The tardigrade is one of the most fascinating creatures known to man, and scientists think they may have just cracked the code on how they survive the worst of the worst.
It’s an animal that has amazed scientists ever since it was discovered: the tardigrade, or water bear, which can handle everything from boiling water to being frozen for years to even the vacuum of space without dying. They’re one tough critter, and a new study published by scientists in the journal Molecular Cell claims to have figured out how they can survive anything that nature throws at them.
Water bears are very small, invisible to the naked eye. Even when their cells completely dry out, they aren’t dead, which is impossible for most other living things on Earth.

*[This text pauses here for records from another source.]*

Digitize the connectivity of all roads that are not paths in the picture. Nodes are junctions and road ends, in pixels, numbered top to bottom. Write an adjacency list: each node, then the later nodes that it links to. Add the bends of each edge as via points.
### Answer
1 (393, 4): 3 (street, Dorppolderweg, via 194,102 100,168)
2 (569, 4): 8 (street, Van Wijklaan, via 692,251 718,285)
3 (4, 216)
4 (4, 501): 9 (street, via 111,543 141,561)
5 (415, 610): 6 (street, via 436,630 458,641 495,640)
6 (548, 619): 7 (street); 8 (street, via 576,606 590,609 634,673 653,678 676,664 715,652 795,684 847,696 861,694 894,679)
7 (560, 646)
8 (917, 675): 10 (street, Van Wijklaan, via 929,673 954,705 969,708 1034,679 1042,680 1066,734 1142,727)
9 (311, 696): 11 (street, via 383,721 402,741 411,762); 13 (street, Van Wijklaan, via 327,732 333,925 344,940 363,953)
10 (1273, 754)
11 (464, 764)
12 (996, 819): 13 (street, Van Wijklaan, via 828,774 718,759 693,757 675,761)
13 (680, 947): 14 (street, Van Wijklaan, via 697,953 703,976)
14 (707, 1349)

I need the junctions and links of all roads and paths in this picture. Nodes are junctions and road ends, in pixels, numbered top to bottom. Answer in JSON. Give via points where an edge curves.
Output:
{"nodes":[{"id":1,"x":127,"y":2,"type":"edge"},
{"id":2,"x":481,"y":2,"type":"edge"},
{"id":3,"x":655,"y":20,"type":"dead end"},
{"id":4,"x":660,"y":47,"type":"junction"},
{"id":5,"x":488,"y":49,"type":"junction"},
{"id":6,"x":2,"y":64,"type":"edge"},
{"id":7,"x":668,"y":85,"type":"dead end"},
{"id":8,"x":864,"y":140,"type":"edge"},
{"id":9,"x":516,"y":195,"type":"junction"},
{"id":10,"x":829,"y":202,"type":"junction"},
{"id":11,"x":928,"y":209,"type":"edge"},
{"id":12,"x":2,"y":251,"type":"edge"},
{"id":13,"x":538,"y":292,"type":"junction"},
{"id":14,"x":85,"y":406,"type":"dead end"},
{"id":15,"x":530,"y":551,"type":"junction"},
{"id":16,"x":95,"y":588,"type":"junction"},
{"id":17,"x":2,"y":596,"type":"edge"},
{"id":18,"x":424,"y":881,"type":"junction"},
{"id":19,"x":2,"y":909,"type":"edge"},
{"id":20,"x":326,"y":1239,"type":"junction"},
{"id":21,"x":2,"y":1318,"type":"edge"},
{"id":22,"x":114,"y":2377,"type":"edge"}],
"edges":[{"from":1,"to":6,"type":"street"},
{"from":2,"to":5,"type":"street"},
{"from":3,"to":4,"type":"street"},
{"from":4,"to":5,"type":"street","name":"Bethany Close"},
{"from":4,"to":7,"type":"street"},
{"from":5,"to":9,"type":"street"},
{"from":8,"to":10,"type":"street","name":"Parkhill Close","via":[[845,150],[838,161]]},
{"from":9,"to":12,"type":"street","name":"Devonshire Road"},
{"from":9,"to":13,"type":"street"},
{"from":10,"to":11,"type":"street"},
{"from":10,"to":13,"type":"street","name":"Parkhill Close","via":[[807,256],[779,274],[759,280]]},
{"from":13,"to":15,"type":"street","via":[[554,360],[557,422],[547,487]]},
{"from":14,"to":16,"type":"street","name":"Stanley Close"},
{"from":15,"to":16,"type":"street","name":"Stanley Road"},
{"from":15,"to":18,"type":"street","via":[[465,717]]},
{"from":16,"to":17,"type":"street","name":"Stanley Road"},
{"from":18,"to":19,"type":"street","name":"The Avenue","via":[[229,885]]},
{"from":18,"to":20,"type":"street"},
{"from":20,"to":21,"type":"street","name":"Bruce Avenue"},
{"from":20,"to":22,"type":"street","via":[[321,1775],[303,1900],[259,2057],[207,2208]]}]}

But because other creatures like yeast could do this too, scientists had some idea of how they did it, but it didn’t quite add up.
But now they think they understand. The paper states that water bears have special genes that encode for disordered proteins. Basically, when the tardigrade dries out, the cells become filled with these special proteins, turning it into a glassy substance and preventing the molecules from breaking apart, which would kill the animal.
“The big takeaway from our study is that tardigrades have evolved unique genes that allow them to survive drying out,” says Thomas Boothby, the Life Sciences Research Foundation Postdoctoral Fellow at the University of North Carolina, Chapel Hill, and the study’s first author. “In addition, the proteins that these genes encode can be used to protect other biological material–like bacteria, yeast, and certain enzymes–from desiccation.”
“The question has been, ‘If tardigrades aren’t relying on trehelose to survive desiccation, what do they use instead?'” Boothby says.